The nurse cares for elderly clients in an assisted living center. Which action by the nurse would best show respect for these clients?
- A. Patronize clients who share ideas or voice concerns.
- B. Identify healthcare needs by listening to the clients.
- C. Address the clients formally by their last names.
- D. Limit the clients' opportunities to express opinions.
Correct Answer: B
Rationale: The correct answer is B because listening to the elderly clients to identify their healthcare needs demonstrates respect by valuing their input and autonomy. This approach fosters a collaborative and client-centered care environment. Choice A is incorrect as patronizing clients undermines their dignity. Choice C may be seen as impersonal and distant. Choice D is disrespectful as it restricts clients' autonomy and diminishes their voice. Listening and considering clients' needs is crucial in providing respectful care to the elderly population.

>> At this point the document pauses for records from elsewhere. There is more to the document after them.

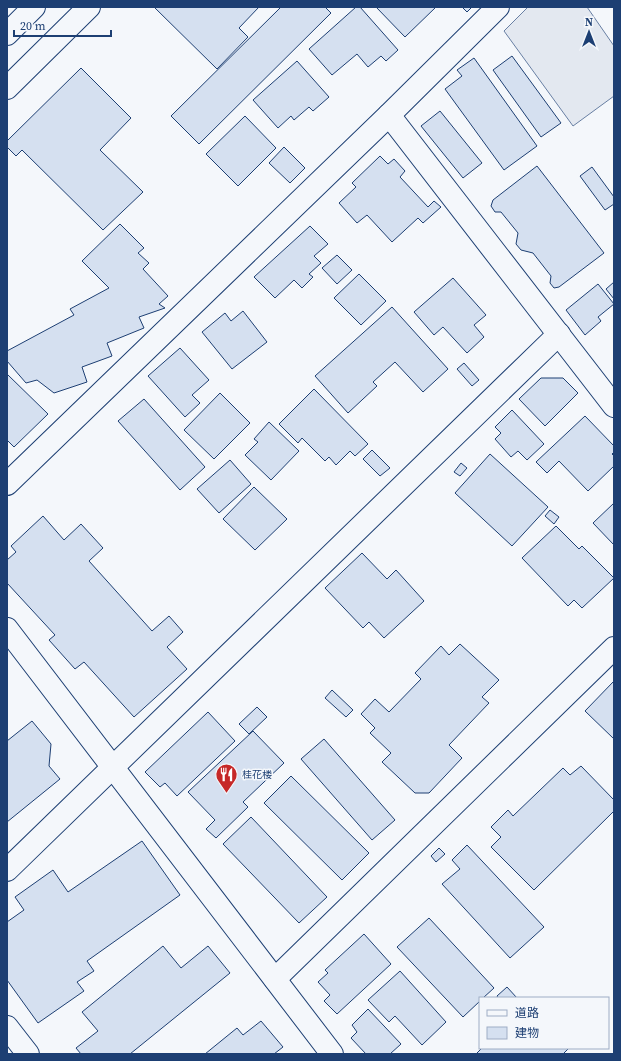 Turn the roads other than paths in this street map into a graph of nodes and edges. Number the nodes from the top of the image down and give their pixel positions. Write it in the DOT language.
graph roads {
  1 [pos="34,7"];
  2 [pos="89,7"];
  3 [pos="498,7"];
  4 [pos="7,34"];
  5 [pos="7,88"];
  6 [pos="389,115"];
  7 [pos="559,334"];
  8 [pos="614,406"];
  9 [pos="7,484"];
  10 [pos="7,629"];
  11 [pos="614,648"];
  12 [pos="112,768"];
  13 [pos="7,870"];
  14 [pos="275,979"];
  15 [pos="7,1027"];
  16 [pos="28,1054"];
  17 [pos="332,1054"];
  1 -- 4 [label="street"];
  2 -- 5 [label="street"];
  3 -- 6 [label="street"];
  6 -- 7 [label="street"];
  6 -- 9 [label="street"];
  7 -- 8 [label="street"];
  7 -- 12 [label="street"];
  10 -- 12 [label="street"];
  11 -- 14 [label="street"];
  12 -- 13 [label="street"];
  12 -- 14 [label="street"];
  14 -- 17 [label="street"];
  15 -- 16 [label="street"];
}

Which describes characteristics of mutuality in the nurse3client relationship? (Select all that apply)
- A. Dependency
- B. Collaboration
- C. Paternalism
- D. Acceptance of differences
Correct Answer: B
Rationale: The correct answer is B: Collaboration. Mutuality in the nurse-client relationship involves working together as partners towards shared goals, with both parties contributing equally. Collaboration fosters empowerment, respect, and shared decision-making. Dependency (A) implies an unequal power dynamic, which is not characteristic of mutuality. Paternalism (C) involves a one-sided decision-making process, conflicting with the collaborative nature of mutuality. Acceptance of differences (D) is important but does not solely define mutuality. In summary, collaboration best reflects the principles of mutuality by emphasizing partnership, equality, and shared responsibility.
The nurse discusses smoking cessation with a client. Which action, if taken by the nurse, would most likely result in a behavior change?
- A. The nurse should advise the client to contact the national telephone quitline.
- B. The nurse should recommend nicotine replacement and behavioral interventions.
- C. The nurse should collaborate with the client to develop an individualized plan of action.
- D. The nurse should implement a strategy that has been validated by research.
Correct Answer: C
Rationale: The correct answer is C: The nurse should collaborate with the client to develop an individualized plan of action. This is the most likely action to result in a behavior change because it involves actively involving the client in the process, taking into account their unique needs, preferences, and circumstances. By collaborating with the client, the nurse can tailor the smoking cessation plan to be more personalized and therefore more effective.
Choice A (contact the national telephone quitline) may be helpful but lacks individualization. Choice B (recommend nicotine replacement and behavioral interventions) is a good approach but may not address the client's specific needs. Choice D (implement a strategy validated by research) is important but may not be as effective if it does not consider the client's individual factors. Overall, choice C is the best option as it promotes client engagement and customization for a higher chance of successful behavior change.
The nurse cares for a female patient who is trying to gain understanding of her life and her diagnosis of metastatic breast cancer. Which approach by the nurse would best meet this patient's needs?
- A. Suggest the patient join a breast cancer support group.
- B. Provide the patient with reading material on death and dying.
- C. Contact the patient's spiritual leader to request daily visits.
- D. Listen to the patient's stories about her past experiences.
Correct Answer: D
Rationale: The correct answer is D because actively listening to the patient's stories about her past experiences allows for emotional expression, validation, and building trust. It promotes therapeutic communication and helps the patient gain understanding and cope with her diagnosis. Choice A focuses on group support, which may not address the patient's individual needs. Choice B is not appropriate as it may induce unnecessary fear. Choice C assumes the patient has specific spiritual beliefs and may not be welcomed.